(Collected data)
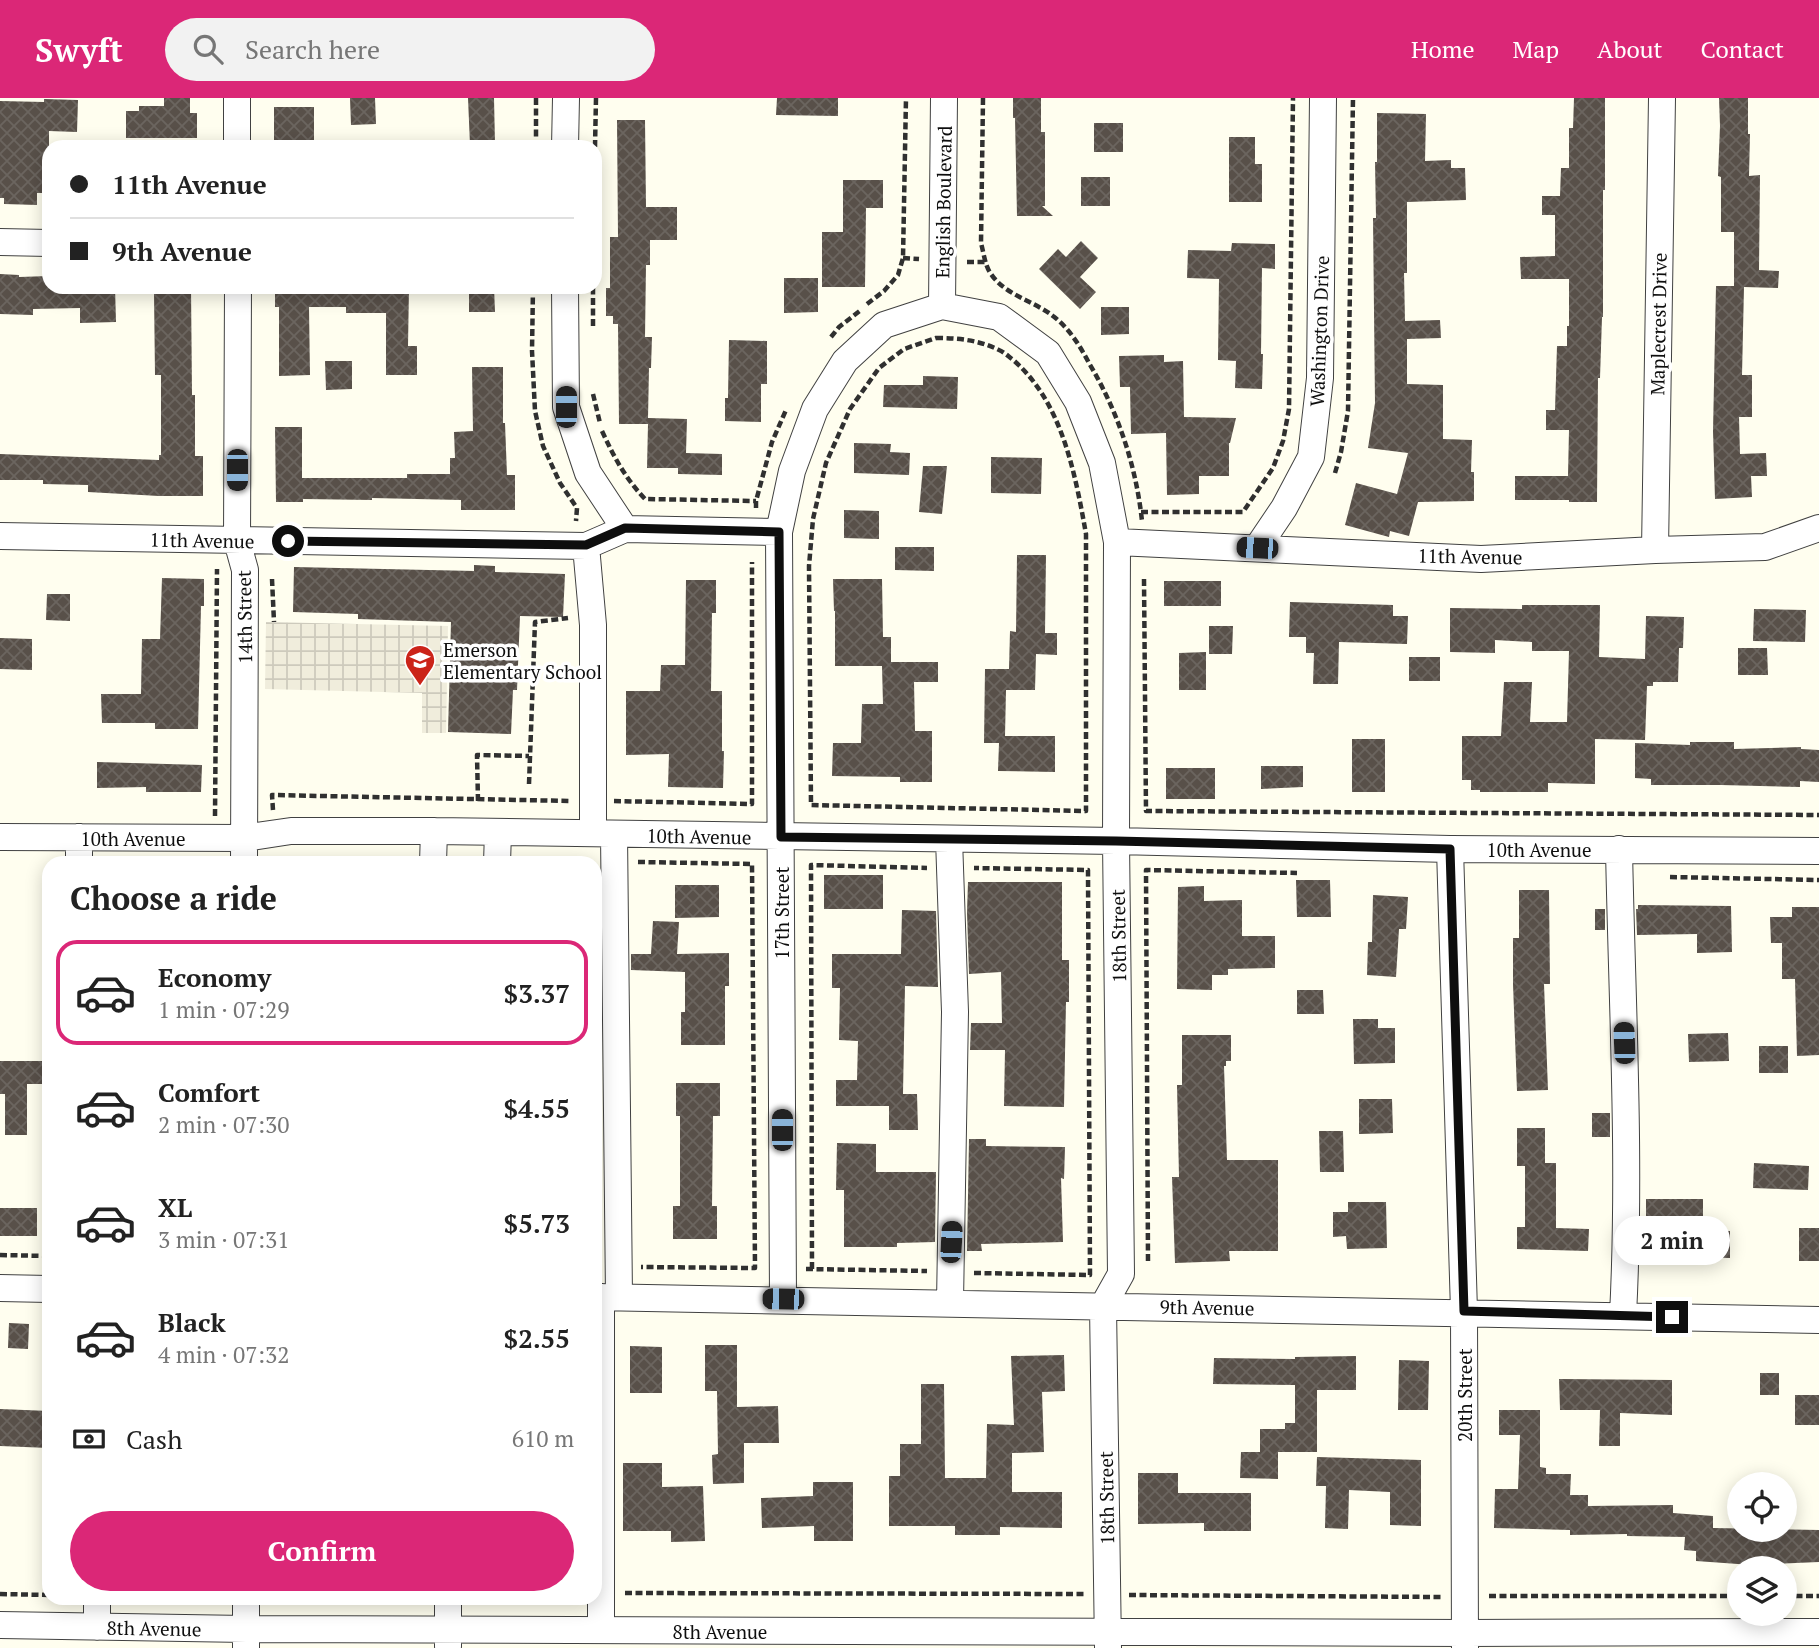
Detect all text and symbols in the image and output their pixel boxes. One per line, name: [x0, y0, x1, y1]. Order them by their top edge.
search box: [165, 18, 655, 81]
text: Swyft: [35, 28, 123, 71]
icon: search: [189, 30, 227, 68]
text: Search here: [245, 32, 380, 66]
text: Home: [1411, 33, 1475, 65]
text: Map: [1513, 33, 1559, 65]
text: About: [1597, 33, 1663, 65]
text: Contact: [1701, 33, 1784, 65]
street label: English Boulevard: [929, 125, 957, 279]
text: 11th Avenue: [112, 167, 267, 201]
text: 9th Avenue: [112, 234, 252, 268]
street label: Maplecrest Drive: [1644, 252, 1672, 396]
street label: Washington Drive: [1304, 255, 1334, 407]
car: [556, 386, 577, 428]
car: [227, 449, 248, 491]
route start: [272, 525, 304, 557]
street label: 11th Avenue: [149, 527, 255, 553]
car: [1236, 536, 1279, 560]
street label: 11th Avenue: [1417, 543, 1523, 569]
street label: 14th Street: [231, 570, 257, 664]
place label: Emerson Elementary School: [443, 637, 602, 684]
school or university icon: Emerson Elementary School: [403, 643, 437, 687]
street label: 10th Avenue: [646, 823, 752, 849]
street label: 10th Avenue: [81, 826, 185, 851]
street label: 10th Avenue: [1487, 837, 1591, 862]
street label: 17th Street: [769, 867, 794, 959]
text: Choose a ride: [70, 877, 277, 919]
street label: 18th Street: [1105, 889, 1131, 983]
text: Economy: [158, 960, 271, 994]
icon: car: [74, 961, 137, 1024]
text: $3.37: [504, 976, 570, 1010]
text: 1 min · 07:29: [158, 994, 290, 1025]
car: [1613, 1022, 1636, 1064]
text: Comfort: [158, 1075, 260, 1109]
icon: car: [74, 1076, 137, 1139]
text: $4.55: [504, 1091, 570, 1125]
text: 2 min · 07:30: [158, 1109, 290, 1140]
car: [772, 1109, 793, 1151]
text: XL: [158, 1190, 192, 1224]
icon: car: [74, 1191, 137, 1254]
text: $5.73: [504, 1206, 570, 1240]
callout: 2 min: [1614, 1216, 1730, 1264]
car: [940, 1220, 963, 1264]
text: 3 min · 07:31: [158, 1224, 290, 1255]
text: 2 min: [1641, 1225, 1703, 1256]
car: [762, 1288, 805, 1310]
street label: 9th Avenue: [1159, 1294, 1255, 1320]
route end: [1656, 1301, 1688, 1333]
text: Black: [158, 1305, 226, 1339]
icon: car: [74, 1306, 137, 1369]
text: $2.55: [504, 1321, 570, 1355]
text: 4 min · 07:32: [158, 1339, 290, 1370]
street label: 20th Street: [1452, 1348, 1477, 1442]
icon: cash: [70, 1420, 108, 1458]
text: Cash: [126, 1422, 182, 1456]
text: 610 m: [512, 1423, 574, 1454]
street label: 18th Street: [1093, 1451, 1119, 1545]
map controls: [1727, 1472, 1797, 1626]
button: locate: [1727, 1472, 1797, 1542]
button: Confirm: [70, 1511, 574, 1591]
button: layers: [1727, 1556, 1797, 1626]
street label: 8th Avenue: [106, 1615, 202, 1641]
street label: 8th Avenue: [673, 1619, 767, 1644]

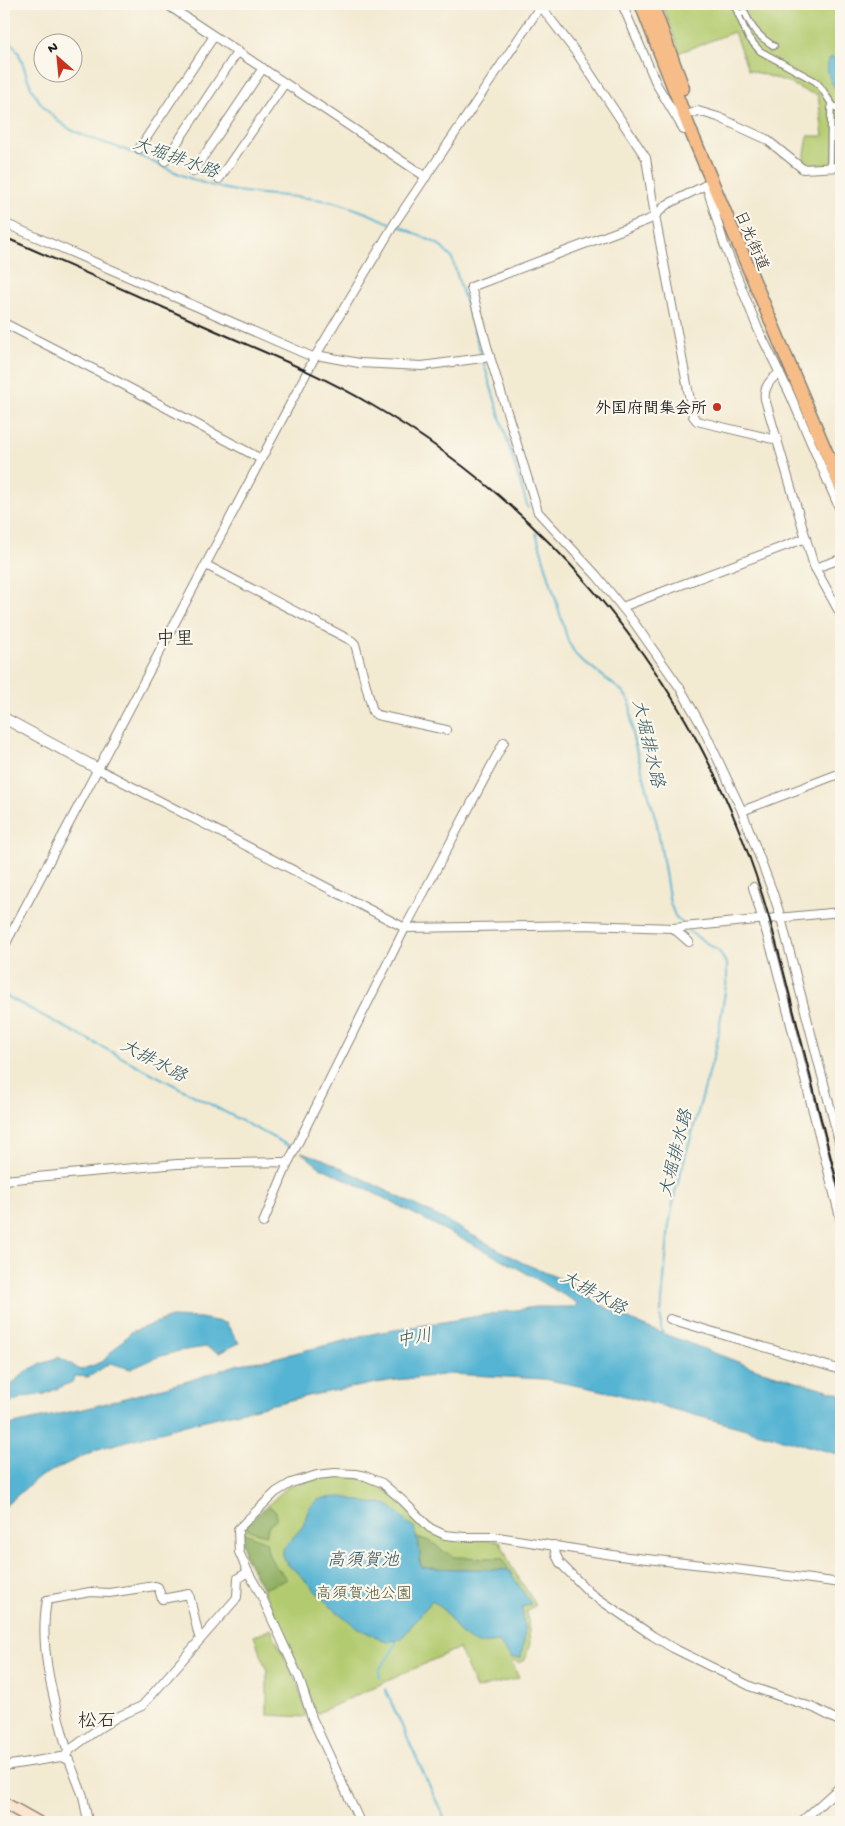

→ **What to produce**
Transcribe every entry exactly, omitting pictures.

→ **Result of this task**
Detect all text and symbols in the image and output their pixel boxes. One per line, name: [x0, y0, x1, y1]. Order them by their top edge.
search box: [165, 18, 655, 81]
text: Swyft: [35, 28, 123, 71]
icon: search: [189, 30, 227, 68]
text: Search here: [245, 32, 380, 66]
text: Home: [1411, 33, 1475, 65]
text: Map: [1513, 33, 1559, 65]
text: About: [1597, 33, 1663, 65]
text: Contact: [1701, 33, 1784, 65]
street label: English Boulevard: [929, 125, 957, 279]
text: 11th Avenue: [112, 167, 267, 201]
text: 9th Avenue: [112, 234, 252, 268]
street label: Maplecrest Drive: [1644, 252, 1672, 396]
street label: Washington Drive: [1304, 255, 1334, 407]
car: [556, 386, 577, 428]
car: [227, 449, 248, 491]
route start: [272, 525, 304, 557]
street label: 11th Avenue: [149, 527, 255, 553]
car: [1236, 536, 1279, 560]
street label: 11th Avenue: [1417, 543, 1523, 569]
street label: 14th Street: [231, 570, 257, 664]
place label: Emerson Elementary School: [443, 637, 602, 684]
school or university icon: Emerson Elementary School: [403, 643, 437, 687]
street label: 10th Avenue: [646, 823, 752, 849]
street label: 10th Avenue: [81, 826, 185, 851]
street label: 10th Avenue: [1487, 837, 1591, 862]
street label: 17th Street: [769, 867, 794, 959]
text: Choose a ride: [70, 877, 277, 919]
street label: 18th Street: [1105, 889, 1131, 983]
text: Economy: [158, 960, 271, 994]
icon: car: [74, 961, 137, 1024]
text: $3.37: [504, 976, 570, 1010]
text: 1 min · 07:29: [158, 994, 290, 1025]
car: [1613, 1022, 1636, 1064]
text: Comfort: [158, 1075, 260, 1109]
icon: car: [74, 1076, 137, 1139]
text: $4.55: [504, 1091, 570, 1125]
text: 2 min · 07:30: [158, 1109, 290, 1140]
car: [772, 1109, 793, 1151]
text: XL: [158, 1190, 192, 1224]
icon: car: [74, 1191, 137, 1254]
text: $5.73: [504, 1206, 570, 1240]
callout: 2 min: [1614, 1216, 1730, 1264]
car: [940, 1220, 963, 1264]
text: 3 min · 07:31: [158, 1224, 290, 1255]
text: 2 min: [1641, 1225, 1703, 1256]
car: [762, 1288, 805, 1310]
street label: 9th Avenue: [1159, 1294, 1255, 1320]
route end: [1656, 1301, 1688, 1333]
text: Black: [158, 1305, 226, 1339]
icon: car: [74, 1306, 137, 1369]
text: $2.55: [504, 1321, 570, 1355]
text: 4 min · 07:32: [158, 1339, 290, 1370]
street label: 20th Street: [1452, 1348, 1477, 1442]
icon: cash: [70, 1420, 108, 1458]
text: Cash: [126, 1422, 182, 1456]
text: 610 m: [512, 1423, 574, 1454]
street label: 18th Street: [1093, 1451, 1119, 1545]
map controls: [1727, 1472, 1797, 1626]
button: locate: [1727, 1472, 1797, 1542]
button: Confirm: [70, 1511, 574, 1591]
button: layers: [1727, 1556, 1797, 1626]
street label: 8th Avenue: [106, 1615, 202, 1641]
street label: 8th Avenue: [673, 1619, 767, 1644]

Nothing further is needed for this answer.